As part of the paediatric assessment, it is good practice to photograph any visible injuries. Ideally these photographs will be taken by the medical photography department following a request by the clinician examining the child.

Working In Partnership With Parents Or Carers

Unless it is considered that this would place the child at further risk, the professional’s concerns should be discussed with parents or carers of the child at the time they arise/occur, taking care that the professional does not suggest to the parents/carers how the injury has occurred.

The child’s parents or carers should be informed of any intention to make a referral to Children’s Social Care – unless it is considered that this would place the child at further risk.

If the child’s parents/carers are not aware of the referral, this must be made clear to Children’s Social Care.
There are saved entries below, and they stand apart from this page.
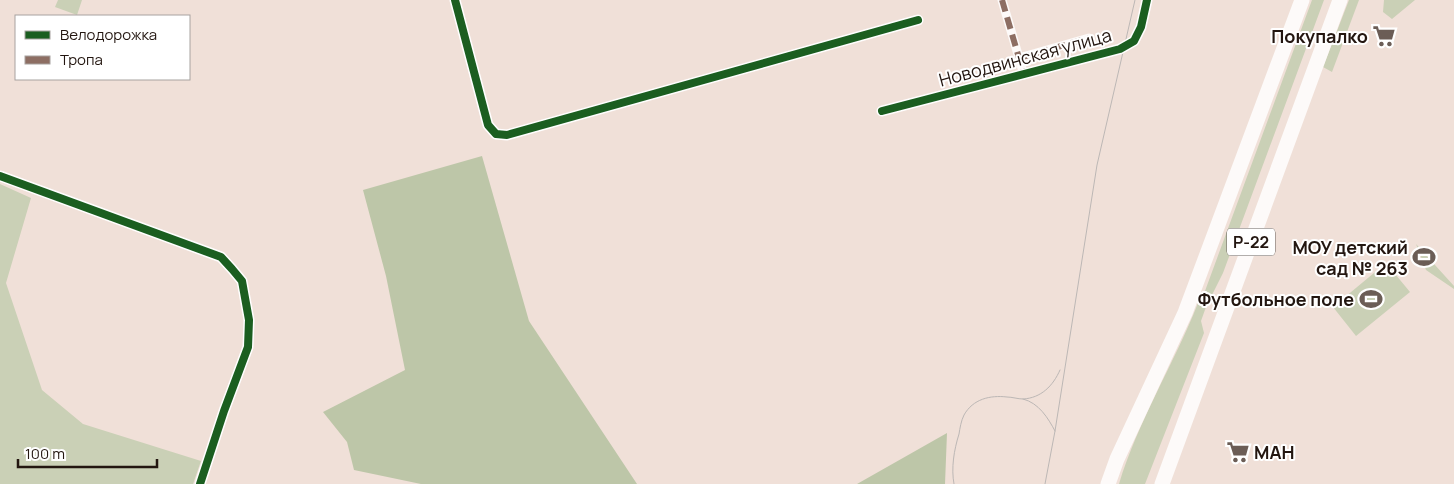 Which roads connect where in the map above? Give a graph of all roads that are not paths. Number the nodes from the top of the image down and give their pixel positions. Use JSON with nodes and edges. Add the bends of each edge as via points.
{"nodes":[{"id":1,"x":455,"y":0,"type":"edge"},
{"id":2,"x":1002,"y":0,"type":"edge"},
{"id":3,"x":1147,"y":0,"type":"edge"},
{"id":4,"x":1302,"y":0,"type":"edge"},
{"id":5,"x":1340,"y":0,"type":"edge"},
{"id":6,"x":918,"y":20,"type":"dead end"},
{"id":7,"x":1089,"y":38,"type":"dead end"},
{"id":8,"x":1019,"y":58,"type":"junction"},
{"id":9,"x":1024,"y":75,"type":"junction"},
{"id":10,"x":882,"y":111,"type":"dead end"},
{"id":11,"x":0,"y":176,"type":"edge"},
{"id":12,"x":200,"y":484,"type":"edge"},
{"id":13,"x":1108,"y":484,"type":"edge"},
{"id":14,"x":1162,"y":484,"type":"edge"}],
"edges":[{"from":1,"to":6,"type":"street","via":[[488,125],[496,134],[507,135]]},
{"from":2,"to":8,"type":"street"},
{"from":3,"to":9,"type":"street","name":"Новодвинская улица","via":[[1134,41],[1120,49]]},
{"from":4,"to":13,"type":"highway","number":"Р-22","via":[[1185,313]]},
{"from":5,"to":14,"type":"highway","number":"Р-22"},
{"from":7,"to":8,"type":"street"},
{"from":8,"to":9,"type":"street"},
{"from":9,"to":10,"type":"street","name":"Новодвинская улица"},
{"from":11,"to":12,"type":"street","via":[[221,257],[242,282],[249,320],[248,348]]}]}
If a parent or carer is uncooperative or refuses to take the child for further assessment, this must be reported to Children’s Social Care. If possible, the child should be kept under supervision until steps can be taken to secure his or her safety.

Confidentiality

Whenever possible, the child’s parent or carer should be informed before sharing confidential information. However, if this would incur delay, or if to do so would put the child or the professional at risk, then practitioners can be reassured that confidential information may be lawfully shared if it can be justified in the public interest ‘Information sharing advice for safeguarding practitioners’ – HM Government 2015 (https://www.gov.uk/government/publications/safeguarding-practitioners-information-sharing-advice). ‘The public interest’ includes the belief that a child may be suffering, or be at risk of suffering, significant harm. (Working Together to Safeguard Children 2015)
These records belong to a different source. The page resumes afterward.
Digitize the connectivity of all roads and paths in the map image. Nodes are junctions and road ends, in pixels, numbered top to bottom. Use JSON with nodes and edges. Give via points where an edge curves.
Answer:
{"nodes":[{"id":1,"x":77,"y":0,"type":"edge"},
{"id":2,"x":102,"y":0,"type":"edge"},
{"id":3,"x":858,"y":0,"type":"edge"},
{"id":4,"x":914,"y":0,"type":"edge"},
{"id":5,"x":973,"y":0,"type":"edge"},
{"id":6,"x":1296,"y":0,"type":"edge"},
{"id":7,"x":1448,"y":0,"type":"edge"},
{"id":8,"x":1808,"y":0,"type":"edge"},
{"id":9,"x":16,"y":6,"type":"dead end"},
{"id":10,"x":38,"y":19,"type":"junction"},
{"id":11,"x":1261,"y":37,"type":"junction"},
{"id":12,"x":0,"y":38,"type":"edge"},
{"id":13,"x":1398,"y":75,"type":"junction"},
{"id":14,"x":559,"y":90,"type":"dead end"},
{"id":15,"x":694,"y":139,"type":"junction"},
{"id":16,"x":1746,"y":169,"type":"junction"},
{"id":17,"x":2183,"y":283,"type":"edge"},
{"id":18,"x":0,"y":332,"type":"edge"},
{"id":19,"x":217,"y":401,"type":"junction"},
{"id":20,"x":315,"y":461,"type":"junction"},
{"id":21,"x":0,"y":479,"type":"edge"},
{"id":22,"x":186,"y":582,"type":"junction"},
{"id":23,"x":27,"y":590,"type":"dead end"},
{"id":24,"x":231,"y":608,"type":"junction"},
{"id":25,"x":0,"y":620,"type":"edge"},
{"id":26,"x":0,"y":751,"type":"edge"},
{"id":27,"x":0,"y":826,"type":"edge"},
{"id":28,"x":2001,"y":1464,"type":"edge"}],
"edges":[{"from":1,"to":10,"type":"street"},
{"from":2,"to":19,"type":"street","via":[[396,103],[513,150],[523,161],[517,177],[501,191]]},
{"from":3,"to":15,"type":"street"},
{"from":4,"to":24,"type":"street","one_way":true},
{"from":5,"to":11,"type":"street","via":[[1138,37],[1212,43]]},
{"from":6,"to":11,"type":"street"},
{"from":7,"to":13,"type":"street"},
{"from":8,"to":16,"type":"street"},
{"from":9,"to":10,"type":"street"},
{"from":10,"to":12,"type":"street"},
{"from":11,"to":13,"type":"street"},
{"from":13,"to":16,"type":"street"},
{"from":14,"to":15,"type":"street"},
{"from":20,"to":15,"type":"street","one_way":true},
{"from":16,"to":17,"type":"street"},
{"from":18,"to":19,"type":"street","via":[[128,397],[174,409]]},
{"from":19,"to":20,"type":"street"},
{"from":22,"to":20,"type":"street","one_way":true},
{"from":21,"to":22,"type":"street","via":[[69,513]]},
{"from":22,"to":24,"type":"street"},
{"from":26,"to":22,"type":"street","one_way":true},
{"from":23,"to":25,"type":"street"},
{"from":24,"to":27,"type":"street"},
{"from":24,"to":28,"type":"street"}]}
The Welfare Of The Child Is Paramount (Children Act 1989)

The Child’s welfare is paramount and safeguarding and promoting it is the priority. Lord Justice Elizabeth Butler-Sloss in the Court of Appeal stated that where there is a conflict of interest between the rights and interests of a child and those of a parent, the interests of the child had to prevail under Article 8 (2) of the European Convention.

Appendix 1 – Congenital dermal melanocytosis (Mongolian Blue Spots)

These birthmarks can sometimes be mistaken for bruises and raise questions about child abuse.

Mongolian blue spots also known as congenital dermal melanocytosis are flat bluish or bluish-grey skin markings that commonly appear on babies at birth or shortly thereafter.

They are particularly common among darker-skinned children, such as Asian, African and those from mixed- race parentage.

The spots appear as dark blue lesions with unclear borders and irregular shapes. They can normally be found at the base of the spine, on the buttocks and back but they have been known to appear on other areas of the body such as the face, arms and shoulders.

Occasionally, Mongolian blue spots are mistaken for bruises and questions about child abuse arise. It is important to recognise that Mongolian blue spots are birthmarks, NOT bruises. For this reason, it is clearly important to document the presence of these spots on the area of the body in the Child Health record (Red Book).

Most health workers are now aware of the markings and questions of child abuse should not arise. When there is a dilemma in the diagnosis of the marks, please discuss with the GP to verify and confirm the diagnosis.   Examination of the skin is sufficient to determine that the marked areas are Mongolian blue spots. No testing is necessary. If the GP is unsure, he/she can contact the Paediatric team accordingly.

Appendix 2 – Multi-Agency Safeguarding Hub (children Social Care) Contact Details

  • Cambridgeshire children: 0345 045 5203
  • Peterborough children: 01733 864180
  • Out of Hours Emergency Duty Team (EDT): (01733) 234724

Appendix 3 – Paediatric Service Contact Details

PETERBOROUGHRing Peterborough City Hospital on 01733 678000 and ask to speak with the Paediatric Consultant on call.

CAMBRIDGESHIRE:

Cambridge East, City and South area: Contact Addenbrookes Hospital on 01223884160 and ask to speak to Paediatric Consultant On Call.

Huntingdonshire area: Contact Hinchingbrooke Hospital on 01480 416416 and ask to speak to Paediatric Consultant On Call.

Fenland area: Contact Queen Elizabeth Hospital at Kings Lynn on 01553 613613 and ask to speak to the Paediatric Consultant On Call.